Wrangham and Peterson argue that humans inherited this same predisposition: Socially bonded male groups tend to use violence against outsiders as a way of consolidating power, controlling resources, and ensuring reproductive advantage. Across cultures and eras, from tribal warfare to modern armies and street gangs, the pattern recurs—men unite with their kin or comrades, define others as enemies, and act with often shocking cruelty. What we see in our world today—the increase in war, militarization, masked ICE raids, and organized male-dominated violence—is not a cultural aberration. It is a deep imprint of our primate past. The civilizational structures we developed through the repression and sublimation of the libido led to the mass, mechanized slaughter we are seeing in our world today.

In my K hole, I then went further back, to the evolution of primates, early mammals, and back to multicellular micro-organisms who developed efficient means of symbiosis and cooperation to build up the large structures that later differentiated and meshed together to become the organs in our bodies. I was struck by the argument made in Spontaneous Evolution by Bruce Lipton and Steven Bhaerman, which proposed that domination and aggression will eventually get out-competed by symbiosis and cooperation — they see this paradigm playing out in nature, again and again, and believe eventually it will be the case with human society. However, in the end that may happen on much longer time-scales than our individual lives allow us to experience.

For instance, a tree is a much longer-lasting and more successful form of life than a human being. We’ve been around for a few hundred thousand years and are already in imminent danger of self-extinction. Trees have been here for fifty million years. They are miracles of symbiosis, providing shelter and support for many forms of life from fungi to insects to worms to squirrels, snakes, birds, and so on. A tree provides massive eco-systemic benefits while humans — in our current developmental stage — function as agents of entropy and biospheric ruin.

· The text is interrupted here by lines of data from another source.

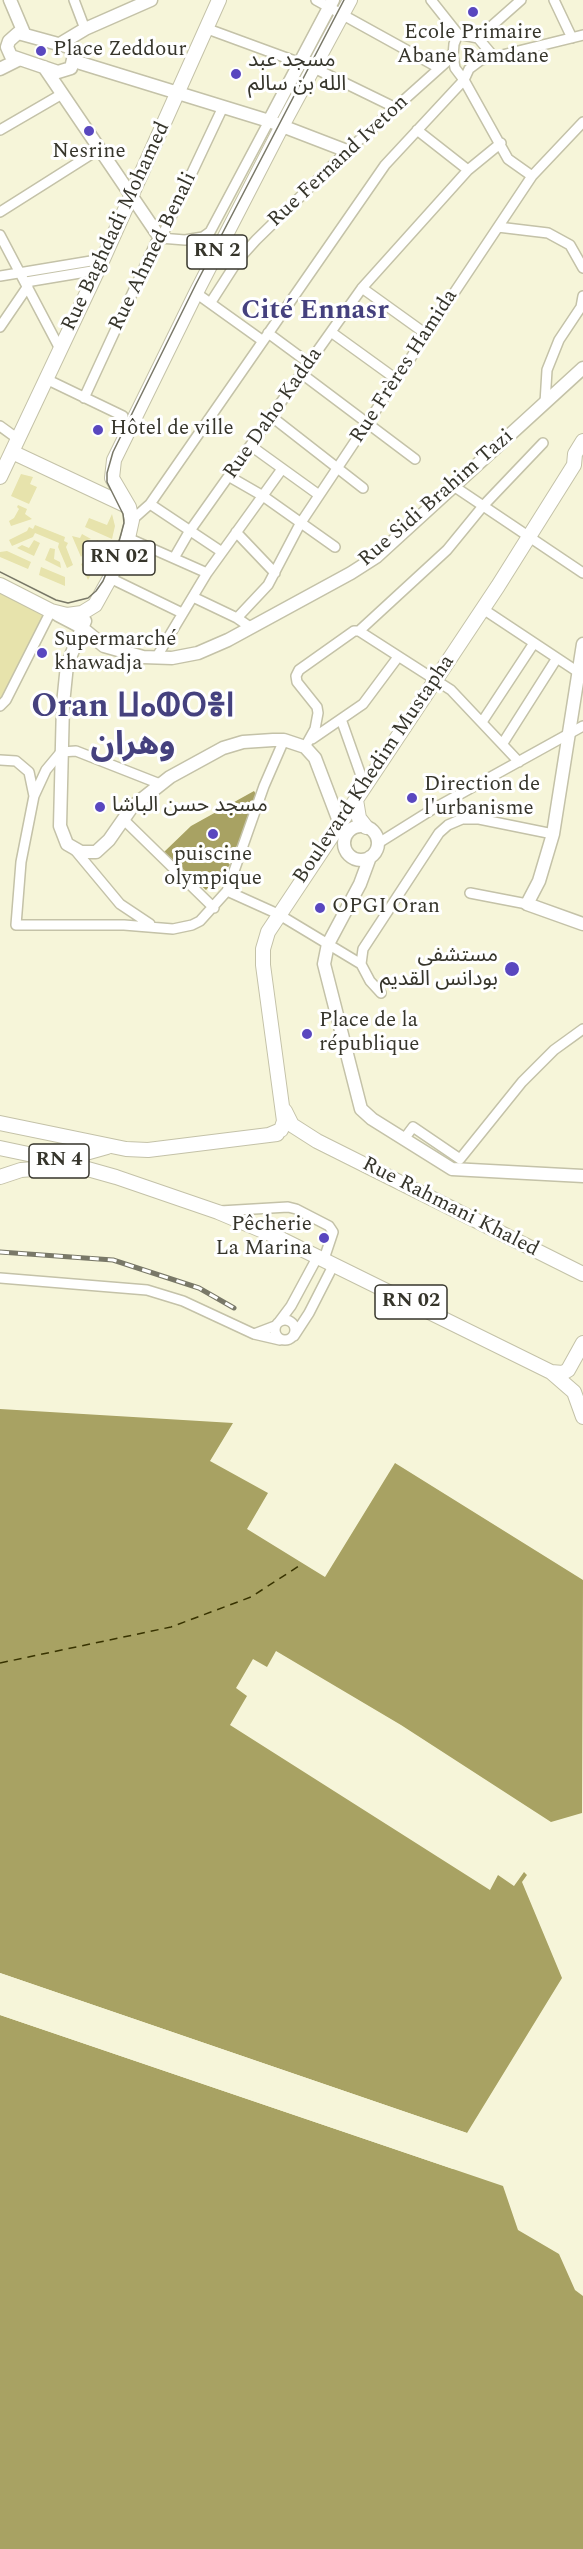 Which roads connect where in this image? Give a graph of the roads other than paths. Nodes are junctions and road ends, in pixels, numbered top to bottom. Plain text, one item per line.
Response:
1 (10, 0) edge
2 (74, 0) edge
3 (151, 0) edge
4 (219, 0) edge
5 (316, 0) edge
6 (350, 0) edge
7 (431, 0) edge
8 (521, 0) edge
9 (554, 0) edge
10 (331, 3) edge
11 (343, 14) junction
12 (205, 28) junction
13 (85, 29) junction
14 (24, 33) junction
15 (458, 34) junction
16 (583, 35) edge
17 (478, 38) junction
18 (572, 38) junction
19 (4, 40) edge
20 (60, 44) junction
21 (453, 56) junction
22 (494, 57) junction
23 (20, 59) junction
24 (74, 62) junction
25 (300, 63) junction
26 (44, 67) junction
27 (314, 68) junction
28 (439, 68) junction
29 (0, 69) edge
30 (464, 80) junction
31 (177, 93) junction
32 (62, 94) junction
33 (223, 107) junction
34 (396, 108) junction
35 (583, 122) edge
36 (275, 123) junction
37 (0, 130) edge
38 (417, 130) junction
39 (501, 142) junction
40 (98, 150) junction
41 (347, 151) junction
42 (468, 170) junction
43 (532, 176) junction
44 (131, 197) junction
45 (0, 212) edge
46 (498, 227) junction
47 (0, 235) edge
48 (160, 238) junction
49 (101, 265) junction
50 (583, 268) edge
51 (21, 273) junction
52 (0, 276) edge
53 (27, 284) junction
54 (362, 288) junction
55 (196, 292) junction
56 (583, 296) edge
57 (211, 302) junction
58 (0, 327) edge
59 (331, 332) junction
60 (426, 334) junction
61 (265, 337) junction
62 (60, 349) junction
63 (310, 364) junction
64 (583, 368) edge
65 (302, 374) junction
66 (46, 379) junction
67 (396, 379) junction
68 (84, 398) junction
69 (545, 403) junction
70 (123, 416) dead end
71 (272, 417) junction
72 (367, 423) junction
73 (0, 426) edge
74 (18, 439) junction
75 (583, 441) edge
76 (543, 443) dead end
77 (251, 446) junction
78 (12, 452) junction
79 (415, 459) dead end
80 (579, 465) edge
81 (339, 468) junction
82 (282, 469) junction
83 (0, 477) edge
84 (230, 477) junction
85 (452, 486) junction
86 (363, 488) dead end
87 (319, 495) junction
88 (263, 496) junction
89 (150, 504) junction
90 (483, 506) junction
91 (131, 514) junction
92 (300, 524) junction
93 (189, 532) junction
94 (236, 532) junction
95 (529, 537) junction
96 (128, 538) junction
97 (335, 547) dead end
98 (222, 552) junction
99 (174, 558) junction
100 (207, 573) junction
101 (274, 573) junction
102 (583, 573) edge
103 (110, 578) junction
104 (0, 585) edge
105 (193, 597) junction
106 (95, 605) junction
107 (483, 609) junction
108 (51, 611) junction
109 (182, 613) junction
110 (237, 618) junction
111 (81, 627) junction
112 (250, 627) junction
113 (359, 631) junction
114 (534, 643) junction
115 (583, 644) edge
116 (398, 657) junction
117 (156, 658) junction
118 (557, 658) junction
119 (578, 672) junction
120 (436, 679) junction
121 (3, 703) edge
122 (0, 715) edge
123 (341, 719) junction
124 (482, 722) junction
125 (583, 726) edge
126 (568, 734) junction
127 (284, 740) junction
128 (502, 743) junction
129 (305, 747) junction
130 (61, 752) junction
131 (0, 760) edge
132 (519, 762) junction
133 (160, 784) junction
134 (364, 787) junction
135 (34, 796) junction
136 (356, 800) junction
137 (123, 819) junction
138 (361, 827) junction
139 (342, 831) junction
140 (552, 834) junction
141 (378, 844) junction
142 (74, 849) junction
143 (370, 857) junction
144 (354, 859) junction
145 (360, 884) junction
146 (227, 891) junction
147 (470, 893) dead end
148 (527, 904) junction
149 (214, 908) junction
150 (278, 914) junction
151 (583, 924) edge
152 (152, 926) junction
153 (328, 944) junction
154 (361, 964) junction
155 (381, 993) dead end
156 (583, 1029) edge
157 (284, 1109) junction
158 (0, 1123) edge
159 (269, 1135) junction
160 (404, 1139) junction
161 (317, 1141) junction
162 (0, 1143) edge
163 (109, 1146) junction
164 (0, 1148) edge
165 (583, 1176) edge
166 (0, 1177) edge
167 (116, 1178) junction
168 (218, 1212) junction
169 (325, 1259) junction
170 (583, 1274) edge
171 (0, 1278) edge
172 (277, 1324) junction
173 (254, 1334) junction
174 (294, 1336) junction
175 (280, 1340) junction
176 (583, 1343) edge
177 (551, 1372) junction
178 (583, 1417) edge

1 - 14 main road
2 - 13 street
3 - 13 main road
4 - 12 main road, Rue Baghdadi Mohamed
5 - 10 street
6 - 11 main road, RN 2
7 - 15 street
8 - 17 street
9 - 18 street
10 - 11 street
10 - 25 main road, RN 2
11 - 27 main road, RN 2
11 - 28 street
12 - 25 street
12 - 31 main road, Rue Baghdadi Mohamed
13 - 20 main road
14 - 19 main road
14 - 20 main road
15 - 17 street
15 - 21 street
16 - 18 street
17 - 22 street
18 - 22 street
19 - 23 main road
20 - 24 main road
21 - 28 street, Rue Fernand Iveton
21 - 30 street
22 - 30 street
23 - 26 main road
23 - 29 main road
24 - 26 main road
24 - 31 main road
25 - 27 street
25 - 36 main road, RN 2
26 - 32 main road
27 - 34 street
27 - 36 main road, RN 2
28 - 34 street, Rue Fernand Iveton
30 - 38 street
30 - 39 street
31 - 33 main road
31 - 44 main road, Rue Baghdadi Mohamed
32 - 37 street
32 - 40 main road
33 - 36 main road
33 - 48 street, Rue Ahmed Benali
34 - 41 street, Rue Fernand Iveton
35 - 43 street, Rue Frères Hamida
36 - 41 main road
36 - 48 street
36 - 55 main road, RN 2
38 - 42 street
38 - 61 street
39 - 42 street, Rue Daho Kadda
39 - 43 street
40 - 44 main road
40 - 45 street
41 - 57 street, Rue Fernand Iveton
42 - 54 street, Rue Daho Kadda
43 - 46 street, Rue Frères Hamida
44 - 48 main road
44 - 49 main road, Rue Baghdadi Mohamed
46 - 50 street
46 - 60 street, Rue Frères Hamida
47 - 51 street
48 - 68 street, Rue Ahmed Benali
49 - 51 street
49 - 53 street
49 - 62 main road, Rue Baghdadi Mohamed
51 - 52 street
51 - 53 street
53 - 58 street
53 - 62 street
54 - 59 street, Rue Daho Kadda
54 - 60 street
55 - 57 street
55 - 91 main road, RN 2
56 - 69 street
57 - 61 street
59 - 63 street, Rue Daho Kadda
59 - 67 street
60 - 67 street, Rue Frères Hamida
61 - 63 street
61 - 89 street
62 - 66 main road, Rue Baghdadi Mohamed
63 - 65 street, Rue Daho Kadda
64 - 69 main road, Rue Sidi Brahim Tazi
65 - 71 street, Rue Daho Kadda
65 - 72 street
66 - 68 street
66 - 74 main road, Rue Baghdadi Mohamed
67 - 72 street, Rue Frères Hamida
68 - 70 street
69 - 85 main road, Rue Sidi Brahim Tazi
71 - 77 street, Rue Daho Kadda
71 - 81 street
72 - 79 street
72 - 81 street, Rue Frères Hamida
73 - 74 street
74 - 78 main road, Rue Baghdadi Mohamed
75 - 80 main road, Boulevard Khedim Mustapha
76 - 90 street
77 - 82 street
77 - 84 street, Rue Daho Kadda
78 - 83 main road, Rue Baghdadi Mohamed
78 - 91 main road
80 - 95 main road, Boulevard Khedim Mustapha
81 - 86 street
81 - 87 street, Rue Frères Hamida
82 - 87 street
82 - 88 street
84 - 88 street
84 - 93 street, Rue Daho Kadda
85 - 90 street
85 - 112 main road, Rue Sidi Brahim Tazi
87 - 92 street, Rue Frères Hamida
88 - 92 street
88 - 94 street
89 - 91 street
89 - 93 street
90 - 95 street
90 - 113 street
91 - 96 main road, RN 02
92 - 97 street
92 - 101 street, Rue Frères Hamida
93 - 98 street
93 - 99 street, Rue Daho Kadda
94 - 98 street
94 - 101 street
95 - 102 street
95 - 107 main road, Boulevard Khedim Mustapha
96 - 99 street
96 - 103 main road, RN 02
98 - 100 street
99 - 100 street
100 - 105 street
101 - 110 street, Rue Frères Hamida
103 - 106 main road, RN 02
103 - 109 street
104 - 108 main road, RN 02
105 - 109 street
105 - 110 street
106 - 108 main road, RN 02
106 - 111 main road
107 - 114 street
107 - 120 main road, Boulevard Khedim Mustapha
108 - 111 main road, Rue Sidi Brahim Tazi
108 - 121 street
109 - 117 street
110 - 112 street
111 - 117 main road, Rue Sidi Brahim Tazi
111 - 130 main road
112 - 117 main road, Rue Sidi Brahim Tazi
113 - 116 street
113 - 129 street
114 - 118 street
114 - 124 street
115 - 119 main road
116 - 120 street
116 - 123 street
118 - 119 street
118 - 128 street
119 - 126 main road
120 - 124 street
120 - 134 main road, Boulevard Khedim Mustapha
121 - 122 street
123 - 129 street
123 - 134 street
124 - 128 street
125 - 126 street
126 - 132 street
126 - 140 main road
127 - 129 main road
127 - 133 main road
127 - 146 street
128 - 132 street
129 - 139 main road
130 - 133 street
130 - 135 street
130 - 142 main road
131 - 135 street
132 - 141 street
133 - 137 main road
134 - 136 main road, Boulevard Khedim Mustapha
135 - 152 street
136 - 138 main road
136 - 139 main road, Boulevard Khedim Mustapha
137 - 142 main road
137 - 149 street
138 - 139 main road
138 - 141 main road
139 - 144 main road
139 - 150 main road, Boulevard Khedim Mustapha
140 - 148 main road
140 - 154 street
141 - 143 main road
142 - 152 street
143 - 144 main road
143 - 145 main road
144 - 145 main road
145 - 153 main road
146 - 149 street
146 - 150 street
147 - 148 street
148 - 151 main road
149 - 152 street
150 - 153 street
150 - 157 main road, Boulevard Khedim Mustapha
153 - 154 street
153 - 160 main road
154 - 155 street
156 - 160 street
157 - 159 main road
157 - 161 main road
158 - 163 main road
159 - 161 main road
159 - 163 main road
160 - 165 main road
161 - 170 main road, Rue Rahmani Khaled
162 - 163 main road, RN 4
164 - 167 main road, RN 4
166 - 167 main road, RN 02
167 - 168 main road, RN 02
168 - 169 main road, RN 02
168 - 169 street
169 - 172 street
169 - 174 street
169 - 177 main road, RN 02
171 - 173 street
172 - 173 street
172 - 174 street
172 - 175 street
173 - 175 street
174 - 175 street
176 - 177 main road
177 - 178 main road, RN 02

I find some aspects of America’s rapid Fascist collapse to be incomprehensible to rational analysis, even as we experience it happening with its familiar narrative logic (reminiscent of 1930s Germany). I have an intuitive sense we are undergoing an evolutionary bifurcation, a threshold event for our species — something unavoidable, with deep roots in the most primitive aspects of our brains and physiology. I would like to consider this neutrally, from a few different angles.